Chez BPE, où une équipe de 6 gérants suit environ 130 valeurs, il y a d’abord une vraie connaissance des entreprises concernées, ce qui joue sur l’identification de valeurs porteuses et leur notation, car « nous gardons une vraie liberté vis-à-vis de notre fournisseur : nous pouvons contester sa notation par notre connaissance approfondie des sociétés ».

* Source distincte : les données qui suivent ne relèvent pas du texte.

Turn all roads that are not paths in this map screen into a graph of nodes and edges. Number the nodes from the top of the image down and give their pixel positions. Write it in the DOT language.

La démarche est très méthodique : les critères d’analyse ESG sont regroupés dans 6 domaines, et les notes ainsi obtenues permettent d’identifier les entreprises les plus vertueuses. « Cette première approche est ensuite affinée par notre propre analyse de la stratégie ESG des sociétés, ainsi que par l’étude des éventuelles controverses auxquelles elles font face ». Une entreprise qui franchit toutes ces étapes voit alors son objectif de cours bénéficier d’une prime de 10 %, « alors que, à l’inverse, nous sanctionnons l’objectif de cours par une décote de 10 % pour les sociétés dont les notes sont faibles, la stratégie ESG peu convaincante ou les controverses graves ».

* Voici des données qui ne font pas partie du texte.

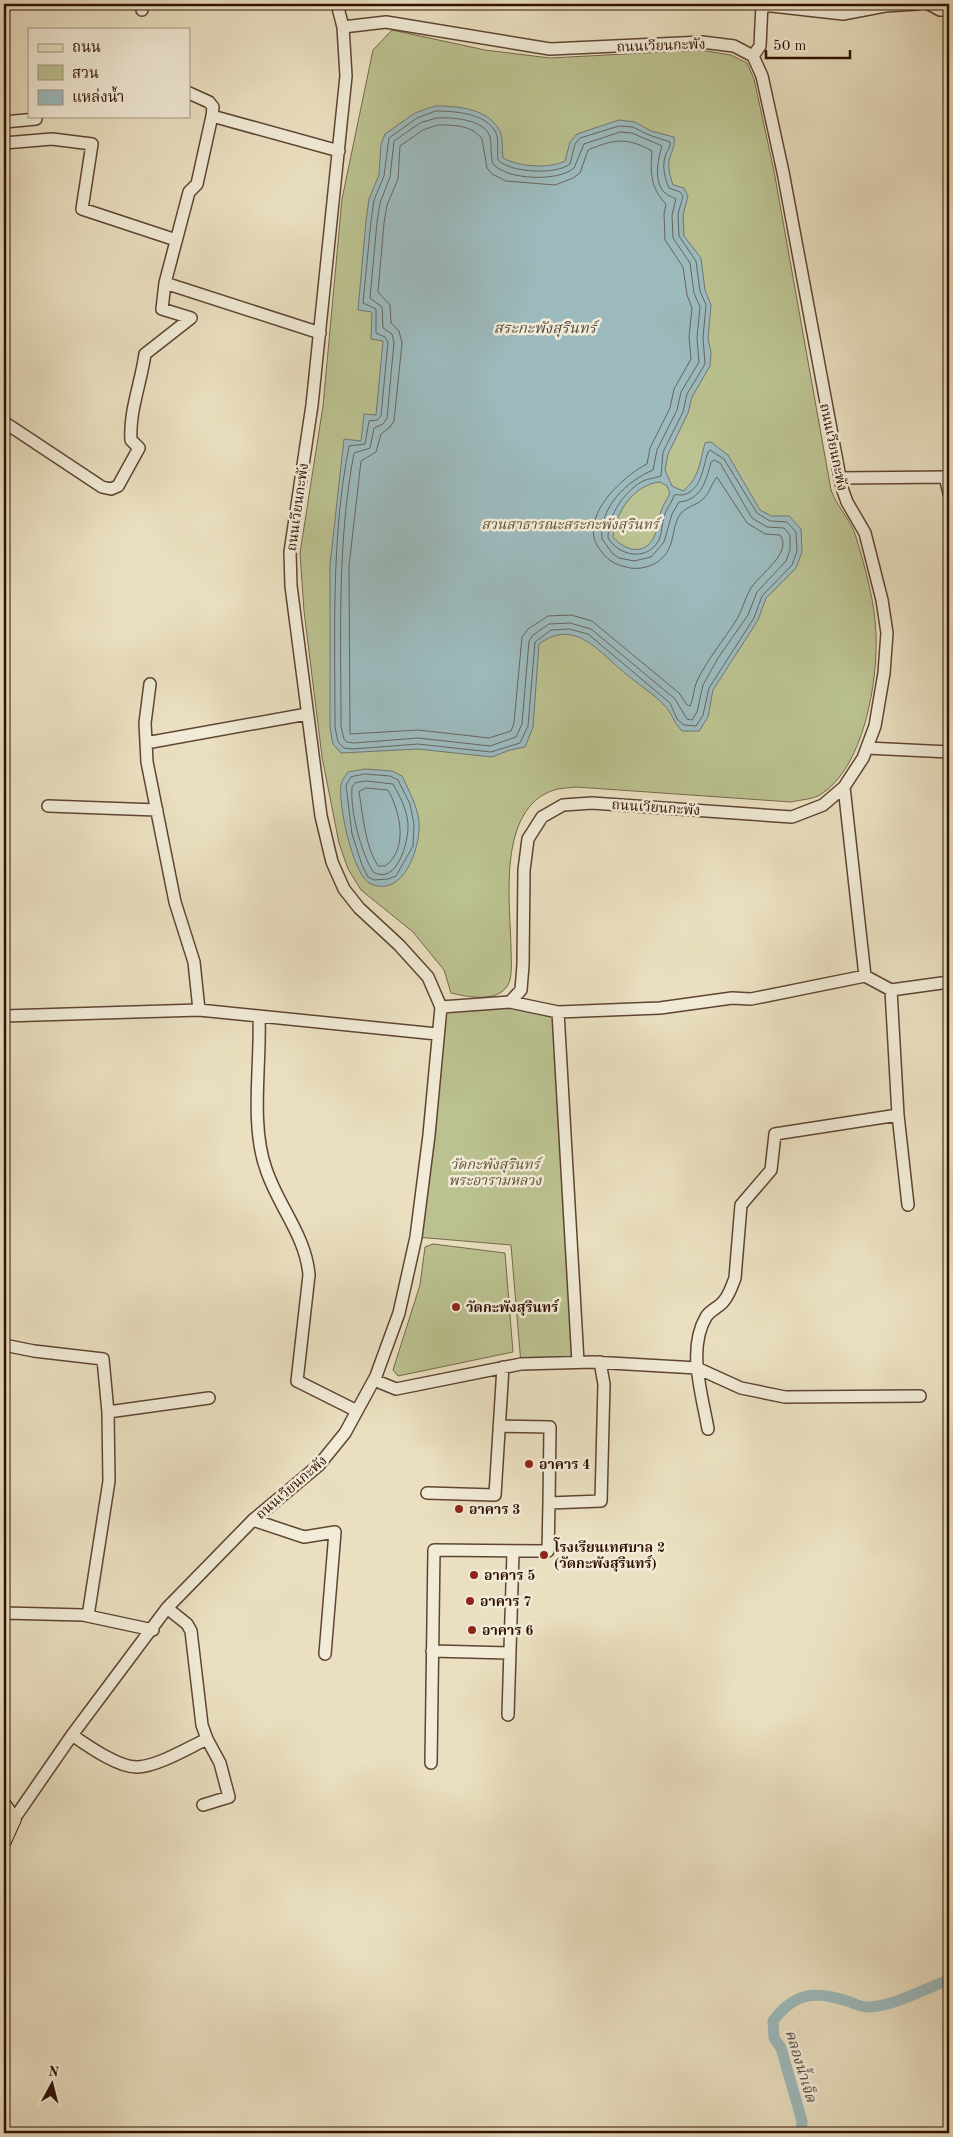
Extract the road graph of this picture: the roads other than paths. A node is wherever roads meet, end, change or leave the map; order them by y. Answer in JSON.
{"nodes":[{"id":1,"x":337,"y":4,"type":"edge"},
{"id":2,"x":762,"y":4,"type":"edge"},
{"id":3,"x":918,"y":4,"type":"edge"},
{"id":4,"x":929,"y":4,"type":"edge"},
{"id":5,"x":949,"y":10,"type":"edge"},
{"id":6,"x":343,"y":27,"type":"junction"},
{"id":7,"x":753,"y":56,"type":"junction"},
{"id":8,"x":190,"y":93,"type":"edge"},
{"id":9,"x":212,"y":116,"type":"junction"},
{"id":10,"x":36,"y":119,"type":"dead end"},
{"id":11,"x":4,"y":122,"type":"edge"},
{"id":12,"x":4,"y":143,"type":"edge"},
{"id":13,"x":339,"y":150,"type":"junction"},
{"id":14,"x":176,"y":240,"type":"junction"},
{"id":15,"x":165,"y":283,"type":"junction"},
{"id":16,"x":320,"y":333,"type":"junction"},
{"id":17,"x":4,"y":422,"type":"edge"},
{"id":18,"x":947,"y":477,"type":"edge"},
{"id":19,"x":840,"y":478,"type":"junction"},
{"id":20,"x":949,"y":494,"type":"edge"},
{"id":21,"x":150,"y":684,"type":"dead end"},
{"id":22,"x":308,"y":714,"type":"junction"},
{"id":23,"x":146,"y":743,"type":"junction"},
{"id":24,"x":867,"y":748,"type":"junction"},
{"id":25,"x":949,"y":752,"type":"edge"},
{"id":26,"x":844,"y":787,"type":"junction"},
{"id":27,"x":48,"y":806,"type":"dead end"},
{"id":28,"x":157,"y":810,"type":"junction"},
{"id":29,"x":865,"y":976,"type":"junction"},
{"id":30,"x":949,"y":982,"type":"edge"},
{"id":31,"x":891,"y":990,"type":"junction"},
{"id":32,"x":510,"y":1002,"type":"junction"},
{"id":33,"x":441,"y":1007,"type":"junction"},
{"id":34,"x":199,"y":1010,"type":"junction"},
{"id":35,"x":558,"y":1012,"type":"junction"},
{"id":36,"x":4,"y":1016,"type":"edge"},
{"id":37,"x":259,"y":1017,"type":"junction"},
{"id":38,"x":437,"y":1034,"type":"junction"},
{"id":39,"x":898,"y":1115,"type":"junction"},
{"id":40,"x":908,"y":1205,"type":"dead end"},
{"id":41,"x":4,"y":1344,"type":"edge"},
{"id":42,"x":578,"y":1362,"type":"junction"},
{"id":43,"x":600,"y":1362,"type":"junction"},
{"id":44,"x":503,"y":1367,"type":"junction"},
{"id":45,"x":697,"y":1368,"type":"junction"},
{"id":46,"x":374,"y":1380,"type":"junction"},
{"id":47,"x":920,"y":1396,"type":"dead end"},
{"id":48,"x":209,"y":1398,"type":"dead end"},
{"id":49,"x":357,"y":1411,"type":"junction"},
{"id":50,"x":108,"y":1412,"type":"junction"},
{"id":51,"x":499,"y":1426,"type":"junction"},
{"id":52,"x":708,"y":1429,"type":"dead end"},
{"id":53,"x":427,"y":1493,"type":"dead end"},
{"id":54,"x":550,"y":1503,"type":"junction"},
{"id":55,"x":253,"y":1520,"type":"junction"},
{"id":56,"x":513,"y":1552,"type":"junction"},
{"id":57,"x":167,"y":1608,"type":"junction"},
{"id":58,"x":4,"y":1613,"type":"edge"},
{"id":59,"x":88,"y":1616,"type":"junction"},
{"id":60,"x":153,"y":1630,"type":"junction"},
{"id":61,"x":432,"y":1651,"type":"junction"},
{"id":62,"x":509,"y":1653,"type":"junction"},
{"id":63,"x":325,"y":1654,"type":"dead end"},
{"id":64,"x":508,"y":1715,"type":"dead end"},
{"id":65,"x":72,"y":1735,"type":"junction"},
{"id":66,"x":207,"y":1739,"type":"junction"},
{"id":67,"x":431,"y":1763,"type":"dead end"},
{"id":68,"x":4,"y":1805,"type":"edge"},
{"id":69,"x":203,"y":1805,"type":"dead end"},
{"id":70,"x":14,"y":1819,"type":"junction"},
{"id":71,"x":4,"y":1841,"type":"edge"}],
"edges":[{"from":1,"to":6,"type":"street","name":"ถนนเวียนกะพัง"},
{"from":2,"to":3,"type":"street"},
{"from":2,"to":7,"type":"street"},
{"from":4,"to":5,"type":"street"},
{"from":6,"to":7,"type":"street","name":"ถนนเวียนกะพัง"},
{"from":6,"to":13,"type":"street","name":"ถนนเวียนกะพัง"},
{"from":7,"to":19,"type":"street","name":"ถนนเวียนกะพัง"},
{"from":8,"to":9,"type":"street"},
{"from":9,"to":13,"type":"street"},
{"from":9,"to":14,"type":"street"},
{"from":10,"to":11,"type":"street"},
{"from":12,"to":14,"type":"street"},
{"from":13,"to":16,"type":"street","name":"ถนนเวียนกะพัง"},
{"from":14,"to":15,"type":"street"},
{"from":15,"to":16,"type":"street"},
{"from":15,"to":17,"type":"street"},
{"from":16,"to":22,"type":"street","name":"ถนนเวียนกะพัง"},
{"from":18,"to":19,"type":"street"},
{"from":18,"to":20,"type":"street"},
{"from":19,"to":24,"type":"street","name":"ถนนเวียนกะพัง"},
{"from":21,"to":23,"type":"street"},
{"from":22,"to":23,"type":"street"},
{"from":22,"to":33,"type":"street","name":"ถนนเวียนกะพัง"},
{"from":23,"to":28,"type":"street"},
{"from":24,"to":25,"type":"street"},
{"from":24,"to":26,"type":"street","name":"ถนนเวียนกะพัง"},
{"from":26,"to":29,"type":"street"},
{"from":26,"to":32,"type":"street","name":"ถนนเวียนกะพัง"},
{"from":27,"to":28,"type":"street"},
{"from":28,"to":34,"type":"street"},
{"from":29,"to":31,"type":"street"},
{"from":29,"to":35,"type":"street"},
{"from":30,"to":31,"type":"street"},
{"from":31,"to":39,"type":"street"},
{"from":32,"to":33,"type":"street"},
{"from":32,"to":35,"type":"street"},
{"from":33,"to":38,"type":"street","name":"ถนนเวียนกะพัง"},
{"from":34,"to":36,"type":"street"},
{"from":34,"to":37,"type":"street"},
{"from":35,"to":42,"type":"street"},
{"from":37,"to":38,"type":"street"},
{"from":37,"to":49,"type":"street"},
{"from":38,"to":46,"type":"street","name":"ถนนเวียนกะพัง"},
{"from":39,"to":40,"type":"street"},
{"from":39,"to":45,"type":"street"},
{"from":41,"to":50,"type":"street"},
{"from":42,"to":43,"type":"street"},
{"from":42,"to":44,"type":"street"},
{"from":43,"to":45,"type":"street"},
{"from":43,"to":54,"type":"street"},
{"from":44,"to":46,"type":"street"},
{"from":44,"to":51,"type":"street"},
{"from":45,"to":47,"type":"street"},
{"from":45,"to":52,"type":"street"},
{"from":46,"to":49,"type":"street","name":"ถนนเวียนกะพัง"},
{"from":48,"to":50,"type":"street"},
{"from":49,"to":55,"type":"street","name":"ถนนเวียนกะพัง"},
{"from":50,"to":59,"type":"street"},
{"from":51,"to":53,"type":"street"},
{"from":51,"to":54,"type":"street"},
{"from":54,"to":56,"type":"street"},
{"from":55,"to":57,"type":"street","name":"ถนนเวียนกะพัง"},
{"from":55,"to":63,"type":"street"},
{"from":56,"to":61,"type":"street"},
{"from":56,"to":62,"type":"street"},
{"from":57,"to":60,"type":"street","name":"ถนนเวียนกะพัง"},
{"from":57,"to":66,"type":"street"},
{"from":58,"to":59,"type":"street"},
{"from":59,"to":60,"type":"street"},
{"from":60,"to":65,"type":"street","name":"ถนนเวียนกะพัง"},
{"from":61,"to":62,"type":"street"},
{"from":61,"to":67,"type":"street"},
{"from":62,"to":64,"type":"street"},
{"from":65,"to":66,"type":"street"},
{"from":65,"to":70,"type":"street","name":"ถนนเวียนกะพัง"},
{"from":66,"to":69,"type":"street"},
{"from":68,"to":70,"type":"main road"},
{"from":70,"to":71,"type":"main road","name":"ถนนเวียนกะพัง"}]}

Cette approche dans la sélection et le suivi des valeurs permet à BPE de valoriser le long terme. Sa proximité avec les entreprises couvertes est un gage de réactivité, élément essentiel d’une gestion ISR : « Il faut être excessivement vigilant sur les controverses. Le Dieselgate, alors que Volkswagen était très bien noté et présent dans de nombreux portefeuilles ISR, doit servir de leçon. Cela doit pousser à l’humilité, à être plus attentif aux controverses et très réactif pour les vérifier ou les démentir afin d’adapter les portefeuilles en conséquence ».

À savoir

E. S. G…

Le critère environnemental (E) prend en compte : les émissions de gaz à effet de serre, le recyclage des déchets, la consommation d’électricité ou encore la prévention des risques environnementaux.

Le critère social (S) tient compte de la qualité du dialogue social au sein des entreprises, l’emploi des personnes handicapées ou encore la formation des salariés.

Le critère de gouvernance (G) s’assure de la transparence de la rémunération des dirigeants d’entreprise ou encore de la lutte contre la corruption.